Copy out the entries below in full and exactly.

- - -

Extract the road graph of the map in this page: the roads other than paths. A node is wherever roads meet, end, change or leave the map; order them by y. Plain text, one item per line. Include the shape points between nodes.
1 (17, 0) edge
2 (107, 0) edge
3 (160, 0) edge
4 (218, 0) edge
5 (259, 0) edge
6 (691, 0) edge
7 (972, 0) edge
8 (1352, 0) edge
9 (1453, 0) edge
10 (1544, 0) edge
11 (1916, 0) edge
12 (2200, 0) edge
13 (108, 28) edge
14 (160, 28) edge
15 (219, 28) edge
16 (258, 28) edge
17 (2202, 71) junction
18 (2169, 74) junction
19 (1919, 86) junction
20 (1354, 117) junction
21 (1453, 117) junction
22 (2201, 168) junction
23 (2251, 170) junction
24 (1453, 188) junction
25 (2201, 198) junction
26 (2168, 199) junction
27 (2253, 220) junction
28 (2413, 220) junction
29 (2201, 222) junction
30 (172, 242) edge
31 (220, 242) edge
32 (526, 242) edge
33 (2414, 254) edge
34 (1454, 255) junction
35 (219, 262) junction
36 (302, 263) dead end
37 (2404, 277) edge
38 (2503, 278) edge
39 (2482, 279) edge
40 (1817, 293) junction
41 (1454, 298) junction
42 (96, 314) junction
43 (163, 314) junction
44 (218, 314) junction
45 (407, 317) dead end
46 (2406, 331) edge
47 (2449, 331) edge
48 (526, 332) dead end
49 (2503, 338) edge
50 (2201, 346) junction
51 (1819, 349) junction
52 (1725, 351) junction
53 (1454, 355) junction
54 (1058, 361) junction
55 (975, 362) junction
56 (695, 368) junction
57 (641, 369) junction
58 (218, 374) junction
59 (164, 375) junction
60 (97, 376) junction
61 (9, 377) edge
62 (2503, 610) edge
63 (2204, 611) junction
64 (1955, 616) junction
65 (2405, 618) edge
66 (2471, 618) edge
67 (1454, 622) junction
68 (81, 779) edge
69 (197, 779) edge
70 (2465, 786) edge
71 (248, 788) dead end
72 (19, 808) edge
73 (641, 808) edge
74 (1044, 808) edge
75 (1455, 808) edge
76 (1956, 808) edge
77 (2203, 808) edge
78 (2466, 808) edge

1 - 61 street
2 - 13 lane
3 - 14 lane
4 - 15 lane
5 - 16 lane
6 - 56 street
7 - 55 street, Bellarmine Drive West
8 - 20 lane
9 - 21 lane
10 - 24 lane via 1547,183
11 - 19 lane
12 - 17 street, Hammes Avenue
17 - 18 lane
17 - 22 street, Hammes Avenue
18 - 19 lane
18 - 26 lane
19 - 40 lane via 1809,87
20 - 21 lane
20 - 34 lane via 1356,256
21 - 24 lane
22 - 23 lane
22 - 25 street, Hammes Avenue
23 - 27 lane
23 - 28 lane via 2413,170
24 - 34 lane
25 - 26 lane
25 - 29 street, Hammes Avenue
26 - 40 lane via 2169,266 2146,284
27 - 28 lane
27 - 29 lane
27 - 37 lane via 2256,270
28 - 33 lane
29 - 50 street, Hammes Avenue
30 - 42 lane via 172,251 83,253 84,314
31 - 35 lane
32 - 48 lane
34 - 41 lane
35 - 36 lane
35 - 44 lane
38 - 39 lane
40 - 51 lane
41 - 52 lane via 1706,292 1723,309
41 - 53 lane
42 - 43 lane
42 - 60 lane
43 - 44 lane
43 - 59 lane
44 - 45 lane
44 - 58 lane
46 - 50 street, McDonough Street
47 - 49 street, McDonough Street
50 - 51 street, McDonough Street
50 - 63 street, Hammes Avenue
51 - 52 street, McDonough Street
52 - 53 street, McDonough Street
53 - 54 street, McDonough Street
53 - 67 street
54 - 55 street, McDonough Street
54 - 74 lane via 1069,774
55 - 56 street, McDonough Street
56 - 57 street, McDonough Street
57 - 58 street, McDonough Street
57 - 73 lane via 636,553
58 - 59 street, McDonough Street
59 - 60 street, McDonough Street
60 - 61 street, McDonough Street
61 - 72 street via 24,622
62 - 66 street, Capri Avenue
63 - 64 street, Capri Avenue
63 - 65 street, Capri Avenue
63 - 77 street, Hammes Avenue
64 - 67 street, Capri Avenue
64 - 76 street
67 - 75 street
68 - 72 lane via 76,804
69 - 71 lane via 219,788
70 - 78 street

- - -

EXERCISE RESPONSE:
Extract the road graph of the map in this page: the roads other than paths. A node is wherever roads meet, end, change or leave the map; order them by y. Plain text, one item per line. Include the shape points between nodes.
1 (17, 0) edge
2 (107, 0) edge
3 (160, 0) edge
4 (218, 0) edge
5 (259, 0) edge
6 (691, 0) edge
7 (972, 0) edge
8 (1352, 0) edge
9 (1453, 0) edge
10 (1544, 0) edge
11 (1916, 0) edge
12 (2200, 0) edge
13 (108, 28) edge
14 (160, 28) edge
15 (219, 28) edge
16 (258, 28) edge
17 (2202, 71) junction
18 (2169, 74) junction
19 (1919, 86) junction
20 (1354, 117) junction
21 (1453, 117) junction
22 (2201, 168) junction
23 (2251, 170) junction
24 (1453, 188) junction
25 (2201, 198) junction
26 (2168, 199) junction
27 (2253, 220) junction
28 (2413, 220) junction
29 (2201, 222) junction
30 (172, 242) edge
31 (220, 242) edge
32 (526, 242) edge
33 (2414, 254) edge
34 (1454, 255) junction
35 (219, 262) junction
36 (302, 263) dead end
37 (2404, 277) edge
38 (2503, 278) edge
39 (2482, 279) edge
40 (1817, 293) junction
41 (1454, 298) junction
42 (96, 314) junction
43 (163, 314) junction
44 (218, 314) junction
45 (407, 317) dead end
46 (2406, 331) edge
47 (2449, 331) edge
48 (526, 332) dead end
49 (2503, 338) edge
50 (2201, 346) junction
51 (1819, 349) junction
52 (1725, 351) junction
53 (1454, 355) junction
54 (1058, 361) junction
55 (975, 362) junction
56 (695, 368) junction
57 (641, 369) junction
58 (218, 374) junction
59 (164, 375) junction
60 (97, 376) junction
61 (9, 377) edge
62 (2503, 610) edge
63 (2204, 611) junction
64 (1955, 616) junction
65 (2405, 618) edge
66 (2471, 618) edge
67 (1454, 622) junction
68 (81, 779) edge
69 (197, 779) edge
70 (2465, 786) edge
71 (248, 788) dead end
72 (19, 808) edge
73 (641, 808) edge
74 (1044, 808) edge
75 (1455, 808) edge
76 (1956, 808) edge
77 (2203, 808) edge
78 (2466, 808) edge

1 - 61 street
2 - 13 lane
3 - 14 lane
4 - 15 lane
5 - 16 lane
6 - 56 street
7 - 55 street, Bellarmine Drive West
8 - 20 lane
9 - 21 lane
10 - 24 lane via 1547,183
11 - 19 lane
12 - 17 street, Hammes Avenue
17 - 18 lane
17 - 22 street, Hammes Avenue
18 - 19 lane
18 - 26 lane
19 - 40 lane via 1809,87
20 - 21 lane
20 - 34 lane via 1356,256
21 - 24 lane
22 - 23 lane
22 - 25 street, Hammes Avenue
23 - 27 lane
23 - 28 lane via 2413,170
24 - 34 lane
25 - 26 lane
25 - 29 street, Hammes Avenue
26 - 40 lane via 2169,266 2146,284
27 - 28 lane
27 - 29 lane
27 - 37 lane via 2256,270
28 - 33 lane
29 - 50 street, Hammes Avenue
30 - 42 lane via 172,251 83,253 84,314
31 - 35 lane
32 - 48 lane
34 - 41 lane
35 - 36 lane
35 - 44 lane
38 - 39 lane
40 - 51 lane
41 - 52 lane via 1706,292 1723,309
41 - 53 lane
42 - 43 lane
42 - 60 lane
43 - 44 lane
43 - 59 lane
44 - 45 lane
44 - 58 lane
46 - 50 street, McDonough Street
47 - 49 street, McDonough Street
50 - 51 street, McDonough Street
50 - 63 street, Hammes Avenue
51 - 52 street, McDonough Street
52 - 53 street, McDonough Street
53 - 54 street, McDonough Street
53 - 67 street
54 - 55 street, McDonough Street
54 - 74 lane via 1069,774
55 - 56 street, McDonough Street
56 - 57 street, McDonough Street
57 - 58 street, McDonough Street
57 - 73 lane via 636,553
58 - 59 street, McDonough Street
59 - 60 street, McDonough Street
60 - 61 street, McDonough Street
61 - 72 street via 24,622
62 - 66 street, Capri Avenue
63 - 64 street, Capri Avenue
63 - 65 street, Capri Avenue
63 - 77 street, Hammes Avenue
64 - 67 street, Capri Avenue
64 - 76 street
67 - 75 street
68 - 72 lane via 76,804
69 - 71 lane via 219,788
70 - 78 street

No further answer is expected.